** The problem **
Lines with "main": copy each one from the listing below.

+++++

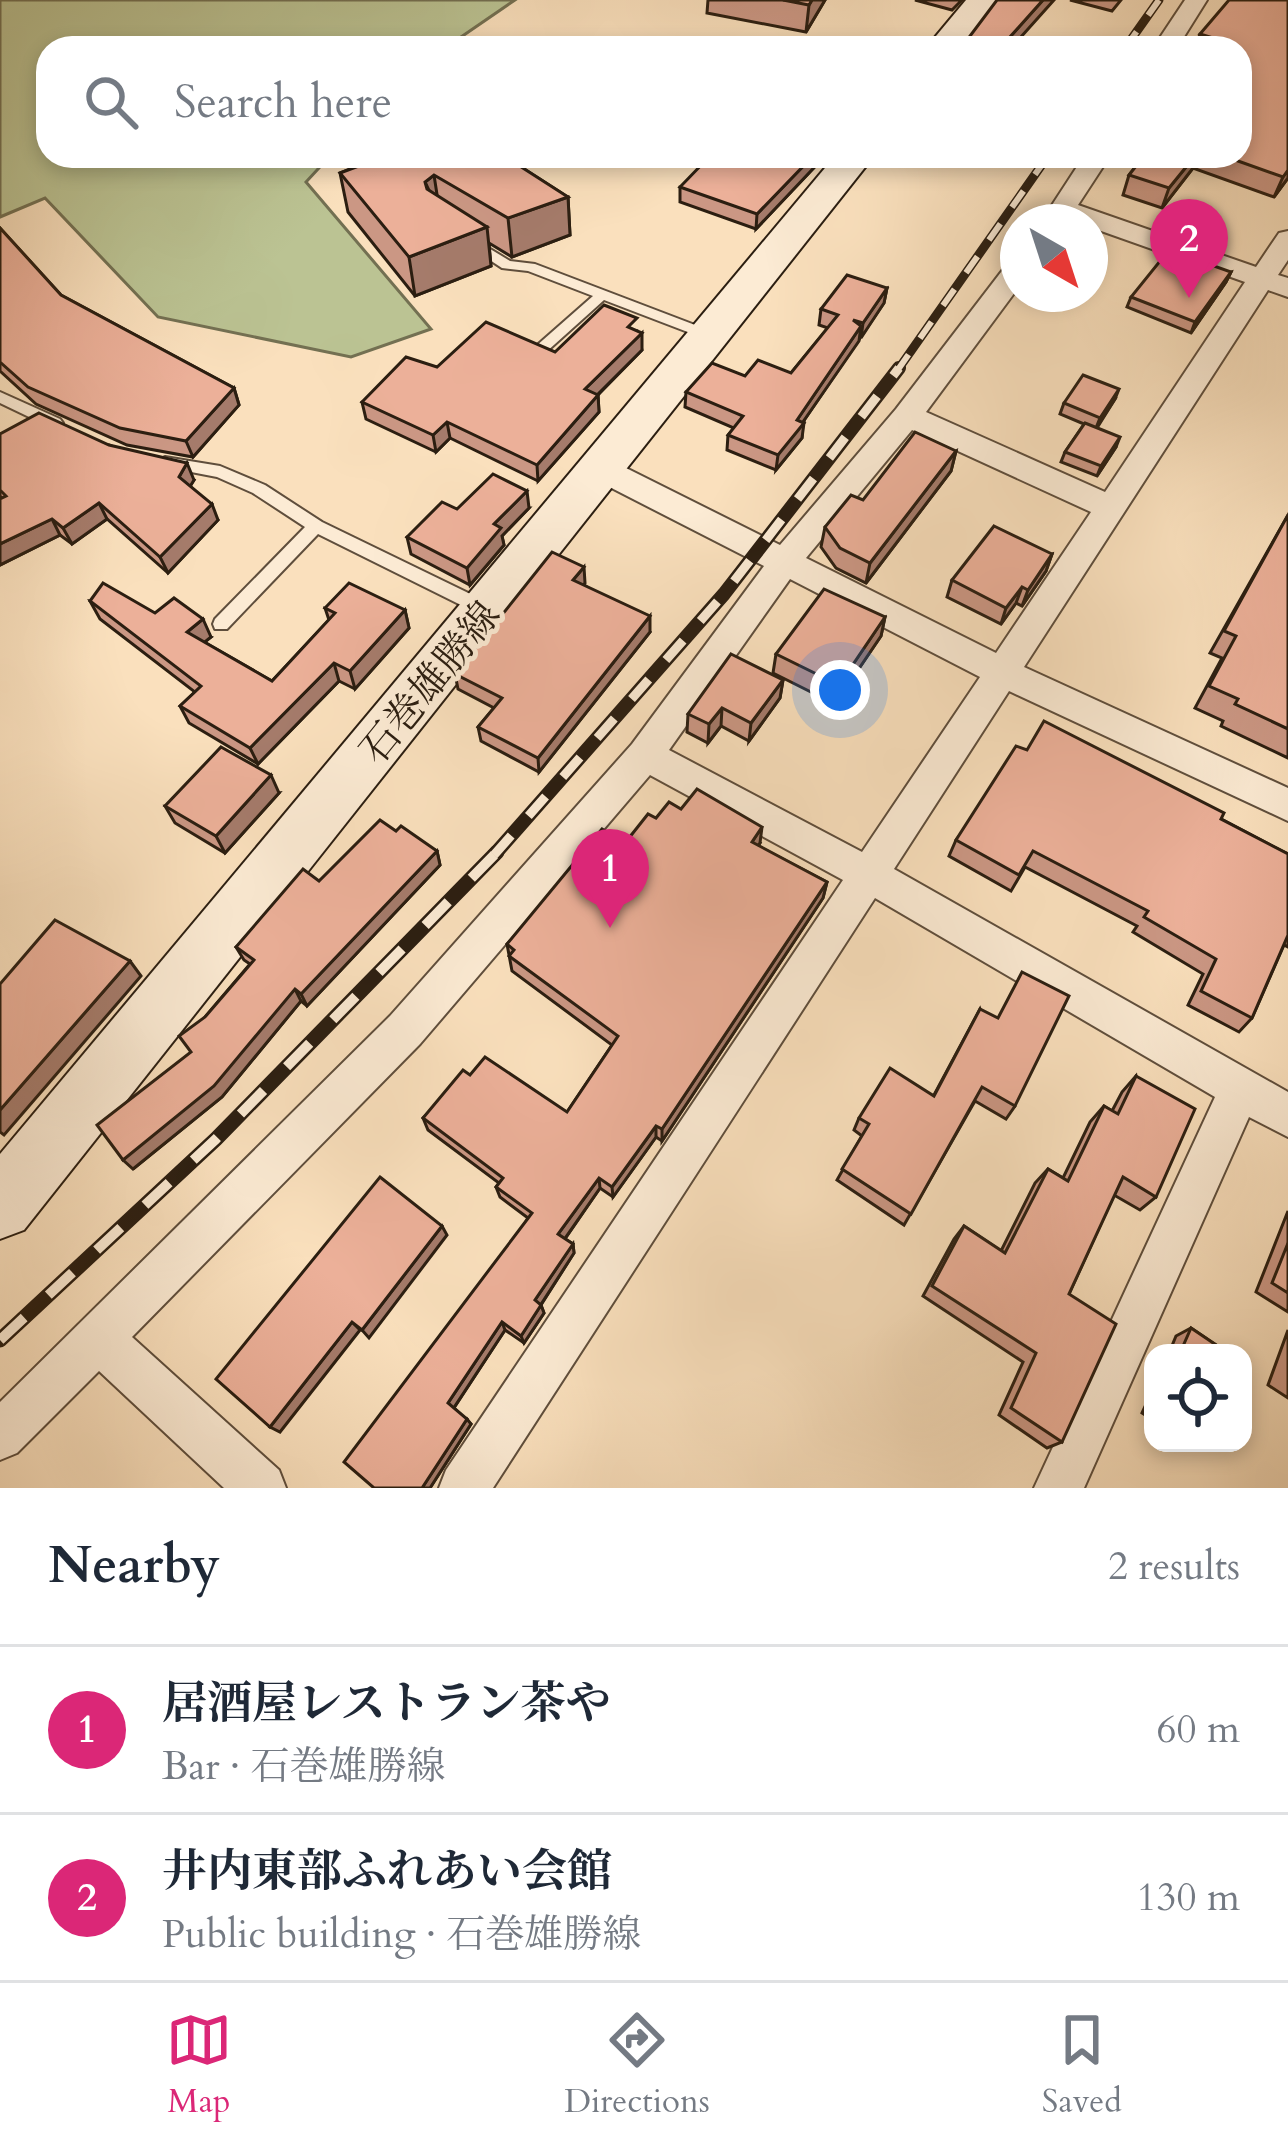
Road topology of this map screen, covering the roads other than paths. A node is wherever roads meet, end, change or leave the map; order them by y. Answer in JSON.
{"nodes":[{"id":1,"x":984,"y":0,"type":"edge"},
{"id":2,"x":1196,"y":0,"type":"edge"},
{"id":3,"x":954,"y":36,"type":"edge"},
{"id":4,"x":1174,"y":36,"type":"edge"},
{"id":5,"x":845,"y":168,"type":"edge"},
{"id":6,"x":1089,"y":168,"type":"edge"},
{"id":7,"x":1066,"y":204,"type":"edge"},
{"id":8,"x":1108,"y":230,"type":"edge"},
{"id":9,"x":458,"y":232,"type":"edge"},
{"id":10,"x":1288,"y":239,"type":"edge"},
{"id":11,"x":1275,"y":283,"type":"edge"},
{"id":12,"x":1000,"y":293,"type":"edge"},
{"id":13,"x":603,"y":294,"type":"junction"},
{"id":14,"x":711,"y":336,"type":"junction"},
{"id":15,"x":540,"y":350,"type":"edge"},
{"id":16,"x":0,"y":397,"type":"edge"},
{"id":17,"x":907,"y":416,"type":"junction"},
{"id":18,"x":82,"y":435,"type":"edge"},
{"id":19,"x":142,"y":458,"type":"edge"},
{"id":20,"x":603,"y":470,"type":"junction"},
{"id":21,"x":1111,"y":508,"type":"junction"},
{"id":22,"x":316,"y":526,"type":"junction"},
{"id":23,"x":787,"y":560,"type":"junction"},
{"id":24,"x":488,"y":610,"type":"junction"},
{"id":25,"x":221,"y":624,"type":"dead end"},
{"id":26,"x":1002,"y":672,"type":"junction"},
{"id":27,"x":645,"y":754,"type":"junction"},
{"id":28,"x":1288,"y":806,"type":"edge"},
{"id":29,"x":869,"y":874,"type":"junction"},
{"id":30,"x":1240,"y":1090,"type":"junction"},
{"id":31,"x":1288,"y":1116,"type":"edge"},
{"id":32,"x":0,"y":1206,"type":"edge"},
{"id":33,"x":98,"y":1338,"type":"junction"},
{"id":34,"x":0,"y":1436,"type":"edge"},
{"id":35,"x":261,"y":1488,"type":"edge"},
{"id":36,"x":464,"y":1488,"type":"edge"},
{"id":37,"x":1059,"y":1488,"type":"edge"}],
"edges":[{"from":1,"to":3,"type":"main road"},
{"from":2,"to":4,"type":"street"},
{"from":5,"to":14,"type":"main road","name":"石巻雄勝線"},
{"from":6,"to":7,"type":"street"},
{"from":8,"to":11,"type":"street"},
{"from":9,"to":13,"type":"lane"},
{"from":10,"to":11,"type":"street"},
{"from":11,"to":21,"type":"street"},
{"from":12,"to":17,"type":"street"},
{"from":13,"to":14,"type":"lane"},
{"from":13,"to":15,"type":"lane"},
{"from":14,"to":20,"type":"main road","name":"石巻雄勝線"},
{"from":16,"to":18,"type":"lane"},
{"from":17,"to":21,"type":"street"},
{"from":17,"to":23,"type":"street"},
{"from":19,"to":22,"type":"lane"},
{"from":20,"to":23,"type":"street"},
{"from":20,"to":24,"type":"main road","name":"石巻雄勝線"},
{"from":21,"to":26,"type":"street"},
{"from":22,"to":24,"type":"lane"},
{"from":22,"to":25,"type":"lane"},
{"from":23,"to":26,"type":"street"},
{"from":23,"to":27,"type":"street"},
{"from":24,"to":32,"type":"main road","name":"石巻雄勝線"},
{"from":26,"to":28,"type":"street"},
{"from":26,"to":29,"type":"street"},
{"from":27,"to":29,"type":"street"},
{"from":27,"to":33,"type":"street"},
{"from":29,"to":30,"type":"street"},
{"from":29,"to":36,"type":"street"},
{"from":30,"to":31,"type":"street"},
{"from":30,"to":37,"type":"street"},
{"from":33,"to":34,"type":"street"},
{"from":33,"to":35,"type":"street"}]}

+++++

** Task response **
"edges":[{"from":1,"to":3,"type":"main road"},
{"from":5,"to":14,"type":"main road","name":"石巻雄勝線"},
{"from":14,"to":20,"type":"main road","name":"石巻雄勝線"},
{"from":20,"to":24,"type":"main road","name":"石巻雄勝線"},
{"from":24,"to":32,"type":"main road","name":"石巻雄勝線"},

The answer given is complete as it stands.